Współcześnie już nie eksperymentujemy z liśćmi koki, ani nie jemy serca lwa w celu zwiększenia siły, czy wytrzymałości, łykamy różnego rodzaju specyfiki w postaci proszku, kapsułek, czy tabletek, a w skrajnych przypadkach aplikujemy sobie zastrzyki. Ocena tego stanu rzeczy nie jest tak prosta, jak by się mogło wydawać na pierwszy rzut oka. W latach 30-tych XX wieku otrzymano syntetyczny testosteron, którego używano jako leku. Po II wojnie światowej, chcąc pomóc byłym więźniom obozów koncentracyjnych powrócić do normalnej egzystencji w społeczeństwie, lekarze aplikowali im sterydy anaboliczne. Na ówczesnym etapie rozwoju wiedzy na ten temat była to gra bardzo ryzykowna, ale wielu ludziom pomogła. W sporcie jednak nie tylko poszła naprzód wiedza z zakresu metod treningowych, ale także wykorzystano dokumentację lekarską z zakresu pomocy poszkodowanym przez systemy totalitarne.
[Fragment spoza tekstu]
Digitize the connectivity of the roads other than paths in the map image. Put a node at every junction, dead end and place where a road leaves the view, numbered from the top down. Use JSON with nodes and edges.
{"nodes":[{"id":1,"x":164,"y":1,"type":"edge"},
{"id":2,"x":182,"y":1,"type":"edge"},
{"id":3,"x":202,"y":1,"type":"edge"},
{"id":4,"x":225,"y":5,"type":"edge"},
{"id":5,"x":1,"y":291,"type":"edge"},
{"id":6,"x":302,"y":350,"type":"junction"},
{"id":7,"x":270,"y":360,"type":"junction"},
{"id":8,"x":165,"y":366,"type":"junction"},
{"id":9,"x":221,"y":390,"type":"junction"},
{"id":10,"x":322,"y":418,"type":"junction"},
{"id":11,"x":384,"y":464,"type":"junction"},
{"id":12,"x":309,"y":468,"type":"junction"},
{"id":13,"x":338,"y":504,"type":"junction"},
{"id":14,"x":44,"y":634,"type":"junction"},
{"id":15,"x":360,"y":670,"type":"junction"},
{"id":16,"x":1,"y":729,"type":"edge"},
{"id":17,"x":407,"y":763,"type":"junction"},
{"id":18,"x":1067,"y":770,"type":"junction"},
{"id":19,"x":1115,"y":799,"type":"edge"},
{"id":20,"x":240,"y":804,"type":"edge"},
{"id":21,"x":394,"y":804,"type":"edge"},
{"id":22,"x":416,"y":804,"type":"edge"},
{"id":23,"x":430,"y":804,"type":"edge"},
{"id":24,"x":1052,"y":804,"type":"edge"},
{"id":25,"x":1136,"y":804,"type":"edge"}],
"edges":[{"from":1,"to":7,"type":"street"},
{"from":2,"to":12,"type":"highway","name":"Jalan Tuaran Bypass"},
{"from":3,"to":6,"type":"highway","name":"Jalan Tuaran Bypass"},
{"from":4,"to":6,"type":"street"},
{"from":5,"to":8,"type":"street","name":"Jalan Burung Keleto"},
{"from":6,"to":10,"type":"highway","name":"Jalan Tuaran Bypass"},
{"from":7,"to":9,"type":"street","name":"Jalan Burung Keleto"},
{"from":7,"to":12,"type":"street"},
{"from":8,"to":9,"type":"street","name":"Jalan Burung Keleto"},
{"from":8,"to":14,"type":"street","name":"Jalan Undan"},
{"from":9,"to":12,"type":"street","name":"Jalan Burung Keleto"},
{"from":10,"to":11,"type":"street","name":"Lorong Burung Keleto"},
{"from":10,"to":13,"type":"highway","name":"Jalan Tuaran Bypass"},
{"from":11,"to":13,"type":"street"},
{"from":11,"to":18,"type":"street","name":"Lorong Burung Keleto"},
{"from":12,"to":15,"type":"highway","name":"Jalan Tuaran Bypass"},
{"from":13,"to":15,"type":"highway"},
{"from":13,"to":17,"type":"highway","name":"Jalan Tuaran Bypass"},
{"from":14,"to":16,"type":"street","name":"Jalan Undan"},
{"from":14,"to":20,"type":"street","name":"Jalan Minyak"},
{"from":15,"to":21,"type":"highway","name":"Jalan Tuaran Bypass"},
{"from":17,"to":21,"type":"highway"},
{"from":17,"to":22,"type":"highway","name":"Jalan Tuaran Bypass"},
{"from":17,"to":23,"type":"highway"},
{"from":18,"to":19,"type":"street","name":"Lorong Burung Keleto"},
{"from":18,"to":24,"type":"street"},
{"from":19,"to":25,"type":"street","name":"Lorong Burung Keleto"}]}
Obecnie wskazuje się tylko na negatywy stosowania dopingu takie jak:
- katastrofalny ich wpływ na zdrowie zawodników
- nierówne szanse "koksów" i "czystych"
- niezgodność z ideałami sportu
- zwiększa się atrakcyjność zawodów - częste bicie rekordów
- tworzy się etaty ludziom pracującym nad nielegalną farmakoterapią
- pracę mają także osoby walczące z niedozwolonym wspomaganiem.
Innym aspektem jest to, kto może brać "ciężką chemię". Wlanie paliwa rakietowego do przeciętnego samochodu jeżdżącego po mieście, zakończyłoby się eksplozją, jednak to samo paliwo w bolidzie formuły 1 pozwoli wozom osiągać zawrotne prędkości bez ryzyka eksplozji. Identycznie jest z ciałem sportowca. Zaaplikowanie dawki sterydów anabolicznych młodemu sportowcowi może skończyć się zejściem śmiertelnym, lecz zawodnik z kilkunastoletnim stażem, którego ciało już nie reaguje na ekstremalne metody treningowe, przyjmując pod kontrolą lekarza pewne dawki może osiągnąć nadludzkie rekordy. Pytanie: "Po co?" jest nie tylko z natury filozoficznych.
Każdy z nas ma wolną wolę i na propozycję kogokolwiek dotyczącą czegokolwiek może odmówić. Eksperymenty psychologiczne np. Asha, czy Milgrama dowodzą, że nie zawsze, ale można sobie wyobrazić skrajną sytuację. "Jesteś młodym chłopakiem i zdajesz maturę. Niestety, mieszkasz na wsi w rejonie o dużym bezrobociu, a twoi rodzice nie są w stanie sfinansować twoich studiów. Okazuje się jednak, że masz predyspozycje do uprawiania pewnego sportu, ale na razie jesteś 5 w regionie. Zjawia się sponsor i mówi, że jak weźmiesz "chemię", będziesz nr 1 i dostaniesz stypendium, które pozwoli ci studiować i rozwijać karierę. Czy wówczas, mając perspektywę pracy w magazynie marketu za najniższą pensję, odmówiłbyś mogąc zostać mistrzem?". Odpowiedzi na tego typu pytania należą do bardzo trudnych, a ich ocena jest niejednokrotnie wielopoziomowa.